What you will do.
Which lines of the listing hold the string "junction"? Show each of them.

Records provided.
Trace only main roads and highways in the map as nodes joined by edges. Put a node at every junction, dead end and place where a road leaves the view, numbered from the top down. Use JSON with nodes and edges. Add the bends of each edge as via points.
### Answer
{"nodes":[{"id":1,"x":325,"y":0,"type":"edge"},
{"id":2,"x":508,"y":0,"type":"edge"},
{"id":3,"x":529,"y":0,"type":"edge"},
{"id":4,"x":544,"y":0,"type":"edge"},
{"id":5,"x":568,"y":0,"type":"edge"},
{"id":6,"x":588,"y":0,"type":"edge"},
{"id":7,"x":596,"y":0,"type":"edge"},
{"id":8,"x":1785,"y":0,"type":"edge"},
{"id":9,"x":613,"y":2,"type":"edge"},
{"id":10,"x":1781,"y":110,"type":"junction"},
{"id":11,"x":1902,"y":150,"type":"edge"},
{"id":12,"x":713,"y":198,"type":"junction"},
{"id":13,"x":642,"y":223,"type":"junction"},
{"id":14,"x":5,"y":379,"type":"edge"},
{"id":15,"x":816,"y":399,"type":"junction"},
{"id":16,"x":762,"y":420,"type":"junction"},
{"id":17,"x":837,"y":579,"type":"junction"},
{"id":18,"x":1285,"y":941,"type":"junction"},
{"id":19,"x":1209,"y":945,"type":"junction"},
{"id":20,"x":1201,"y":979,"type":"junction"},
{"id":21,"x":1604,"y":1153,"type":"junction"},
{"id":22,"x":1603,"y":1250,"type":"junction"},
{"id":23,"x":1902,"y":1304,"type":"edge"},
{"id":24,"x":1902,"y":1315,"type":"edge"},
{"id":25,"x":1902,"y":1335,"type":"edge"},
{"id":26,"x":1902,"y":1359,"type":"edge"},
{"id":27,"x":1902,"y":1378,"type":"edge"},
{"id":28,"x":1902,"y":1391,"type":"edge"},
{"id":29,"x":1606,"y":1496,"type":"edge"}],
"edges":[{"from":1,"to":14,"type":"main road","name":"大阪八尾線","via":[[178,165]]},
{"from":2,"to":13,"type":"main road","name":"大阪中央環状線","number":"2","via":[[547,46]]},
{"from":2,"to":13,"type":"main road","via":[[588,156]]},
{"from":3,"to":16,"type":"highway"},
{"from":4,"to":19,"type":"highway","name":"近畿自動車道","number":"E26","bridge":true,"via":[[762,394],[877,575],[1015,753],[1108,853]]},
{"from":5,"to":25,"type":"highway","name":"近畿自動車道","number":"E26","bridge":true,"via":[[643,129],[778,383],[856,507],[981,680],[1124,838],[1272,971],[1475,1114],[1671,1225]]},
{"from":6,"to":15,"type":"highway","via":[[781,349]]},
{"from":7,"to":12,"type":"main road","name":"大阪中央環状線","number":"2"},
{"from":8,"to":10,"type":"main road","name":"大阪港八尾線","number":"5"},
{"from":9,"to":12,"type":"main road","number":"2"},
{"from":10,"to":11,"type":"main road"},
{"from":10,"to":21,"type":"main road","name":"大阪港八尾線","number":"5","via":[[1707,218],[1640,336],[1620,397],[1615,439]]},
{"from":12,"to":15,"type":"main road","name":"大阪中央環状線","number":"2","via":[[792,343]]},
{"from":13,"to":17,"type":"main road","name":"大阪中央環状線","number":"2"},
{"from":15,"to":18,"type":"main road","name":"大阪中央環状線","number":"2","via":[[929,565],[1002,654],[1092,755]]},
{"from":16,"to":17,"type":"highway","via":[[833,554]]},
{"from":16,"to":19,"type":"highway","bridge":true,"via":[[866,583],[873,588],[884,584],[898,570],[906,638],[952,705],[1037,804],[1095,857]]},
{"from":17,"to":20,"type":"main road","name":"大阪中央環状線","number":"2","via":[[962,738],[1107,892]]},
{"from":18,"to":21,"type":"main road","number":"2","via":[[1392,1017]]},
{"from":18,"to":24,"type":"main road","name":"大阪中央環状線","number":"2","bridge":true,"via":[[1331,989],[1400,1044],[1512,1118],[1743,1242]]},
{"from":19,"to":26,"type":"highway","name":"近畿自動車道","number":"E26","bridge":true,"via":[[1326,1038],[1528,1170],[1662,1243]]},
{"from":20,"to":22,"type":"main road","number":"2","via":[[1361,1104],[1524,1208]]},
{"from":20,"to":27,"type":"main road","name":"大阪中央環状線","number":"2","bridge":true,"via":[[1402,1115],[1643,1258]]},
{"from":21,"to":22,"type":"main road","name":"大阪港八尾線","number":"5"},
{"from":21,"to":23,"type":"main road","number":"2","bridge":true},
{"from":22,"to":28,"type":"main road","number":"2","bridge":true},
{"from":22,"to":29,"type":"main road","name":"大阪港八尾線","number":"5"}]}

Response to the exercise.
Trace only main roads and highways in the map as nodes joined by edges. Put a node at every junction, dead end and place where a road leaves the view, numbered from the top down. Use JSON with nodes and edges. Add the bends of each edge as via points.
{"id":10,"x":1781,"y":110,"type":"junction"},
{"id":12,"x":713,"y":198,"type":"junction"},
{"id":13,"x":642,"y":223,"type":"junction"},
{"id":15,"x":816,"y":399,"type":"junction"},
{"id":16,"x":762,"y":420,"type":"junction"},
{"id":17,"x":837,"y":579,"type":"junction"},
{"id":18,"x":1285,"y":941,"type":"junction"},
{"id":19,"x":1209,"y":945,"type":"junction"},
{"id":20,"x":1201,"y":979,"type":"junction"},
{"id":21,"x":1604,"y":1153,"type":"junction"},
{"id":22,"x":1603,"y":1250,"type":"junction"},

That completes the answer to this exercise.